▶ INFORMATION SUPPLIED:
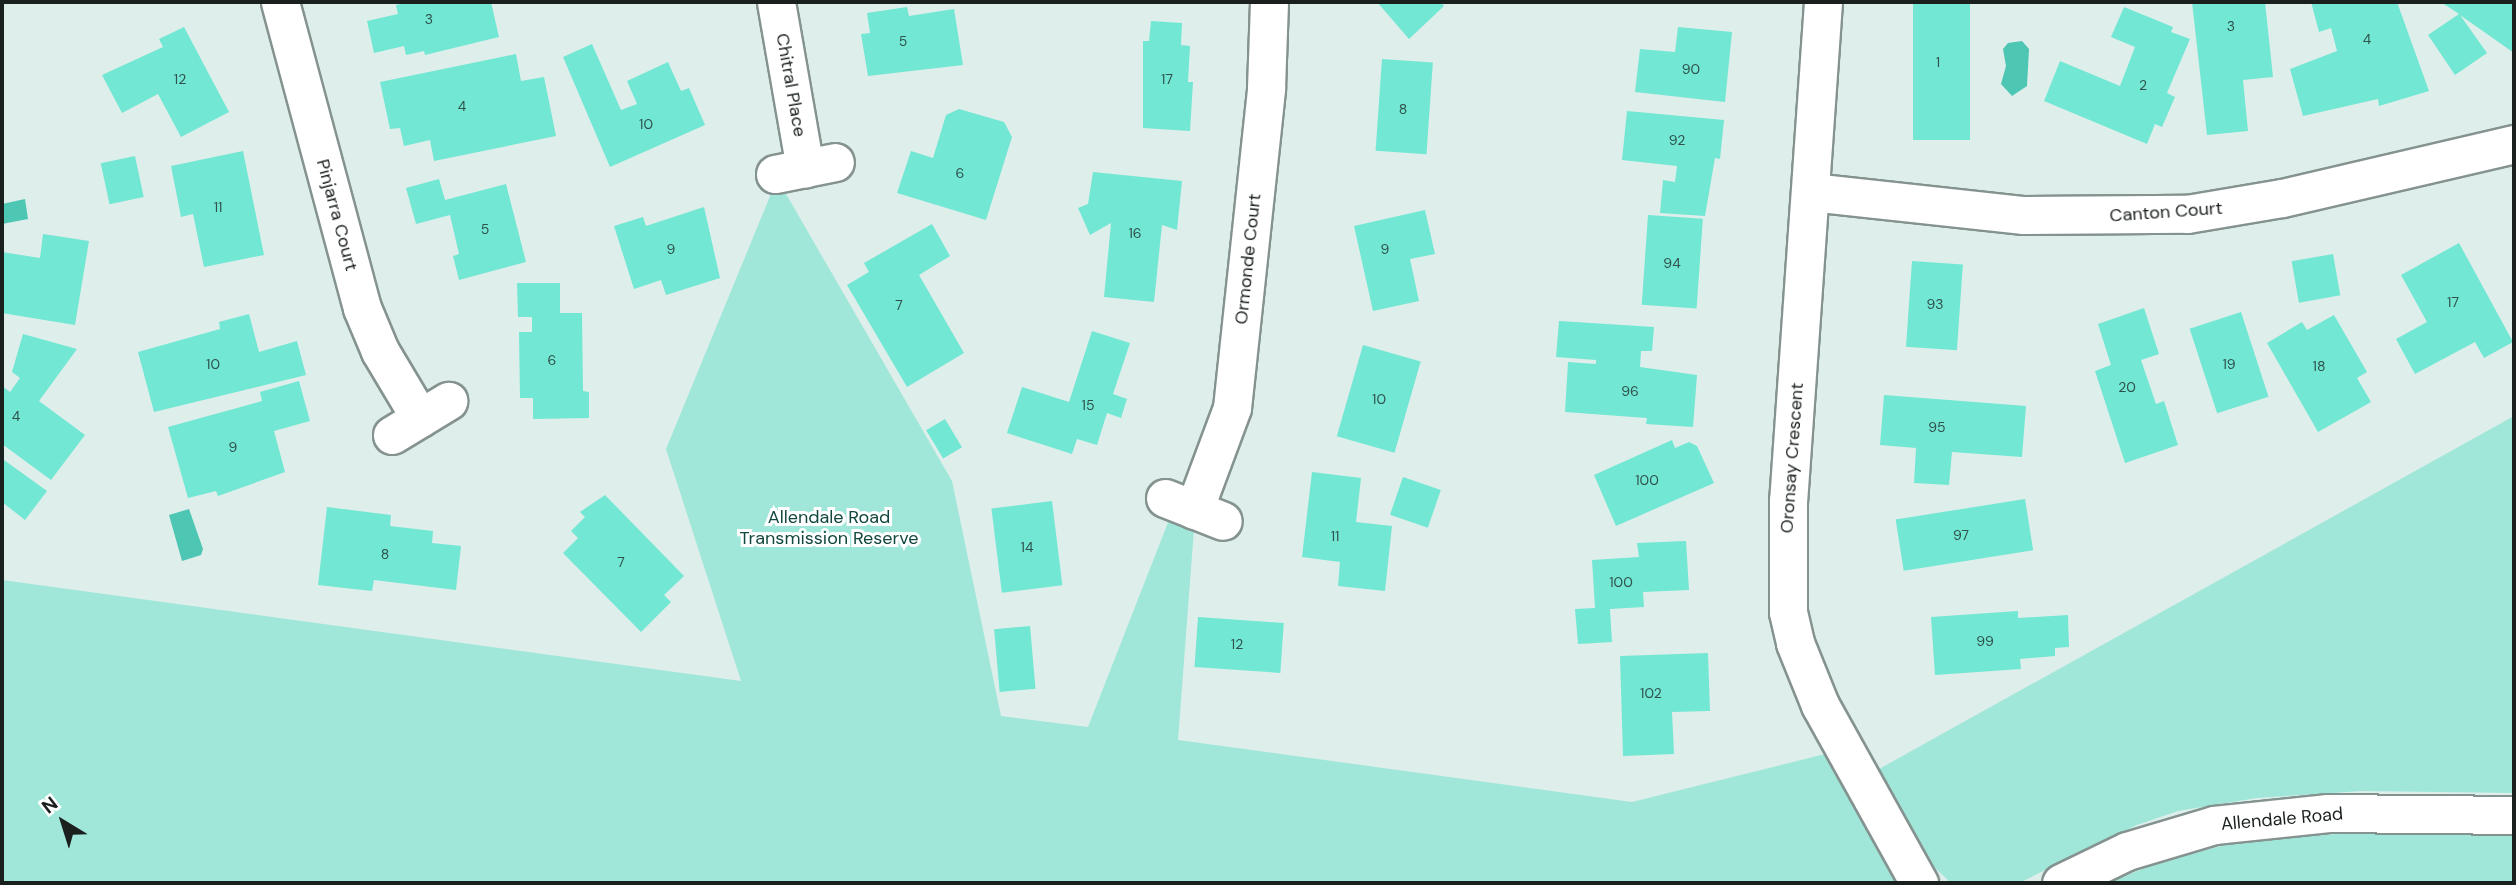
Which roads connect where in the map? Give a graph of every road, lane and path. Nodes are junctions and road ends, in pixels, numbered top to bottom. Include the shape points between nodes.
1 (280, 2) edge
2 (776, 2) edge
3 (1269, 2) edge
4 (1823, 2) edge
5 (2514, 144) edge
6 (805, 168) dead end
7 (1811, 192) junction
8 (420, 418) dead end
9 (1194, 510) dead end
10 (2514, 815) edge
11 (1919, 883) edge
12 (2061, 883) edge

1 - 8 street, Pinjarra Court via 362,308 380,351
2 - 6 street, Chitral Place
3 - 9 street, Ormonde Court via 1266,88 1232,408
4 - 7 street, Oronsay Crescent
5 - 7 street, Canton Court via 2283,198 2187,214 2024,215
7 - 11 street, Oronsay Crescent via 1788,500 1788,612 1820,705
10 - 12 street, Allendale Road via 2328,813 2226,823 2168,836

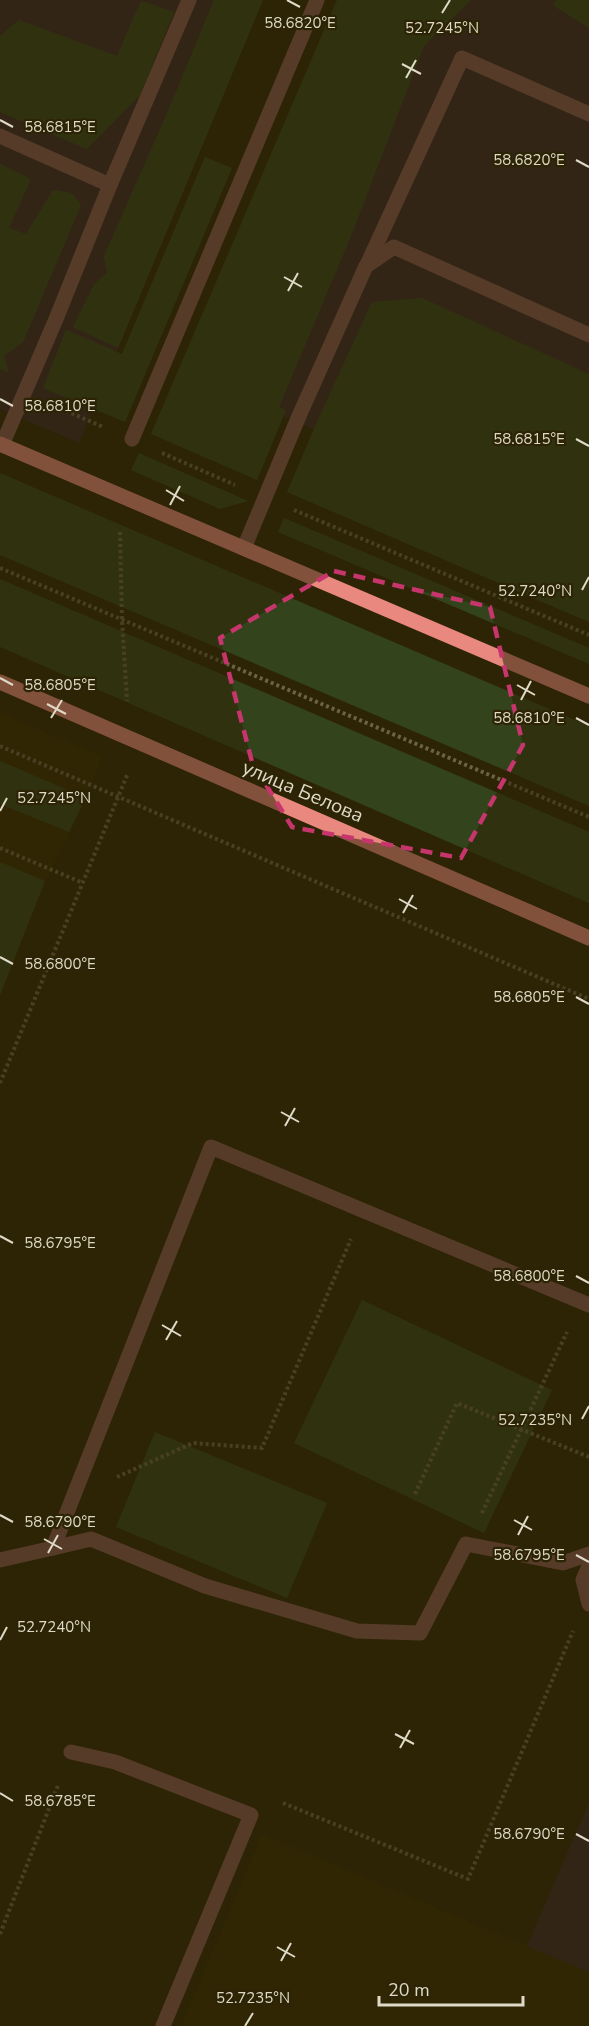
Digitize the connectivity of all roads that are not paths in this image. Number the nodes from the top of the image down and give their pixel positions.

▶ YOUR OBJECTIVE: Could each line of the data be written out exactly, with no pictures included?

▶ ANSWER TO THE EXERCISE:
Which roads connect where in the map? Give a graph of every road, lane and path. Nodes are junctions and road ends, in pixels, numbered top to bottom. Include the shape points between nodes.
1 (280, 2) edge
2 (776, 2) edge
3 (1269, 2) edge
4 (1823, 2) edge
5 (2514, 144) edge
6 (805, 168) dead end
7 (1811, 192) junction
8 (420, 418) dead end
9 (1194, 510) dead end
10 (2514, 815) edge
11 (1919, 883) edge
12 (2061, 883) edge

1 - 8 street, Pinjarra Court via 362,308 380,351
2 - 6 street, Chitral Place
3 - 9 street, Ormonde Court via 1266,88 1232,408
4 - 7 street, Oronsay Crescent
5 - 7 street, Canton Court via 2283,198 2187,214 2024,215
7 - 11 street, Oronsay Crescent via 1788,500 1788,612 1820,705
10 - 12 street, Allendale Road via 2328,813 2226,823 2168,836

Digitize the connectivity of all roads that are not paths in this image. Number the nodes from the top of the image down and give their pixel positions.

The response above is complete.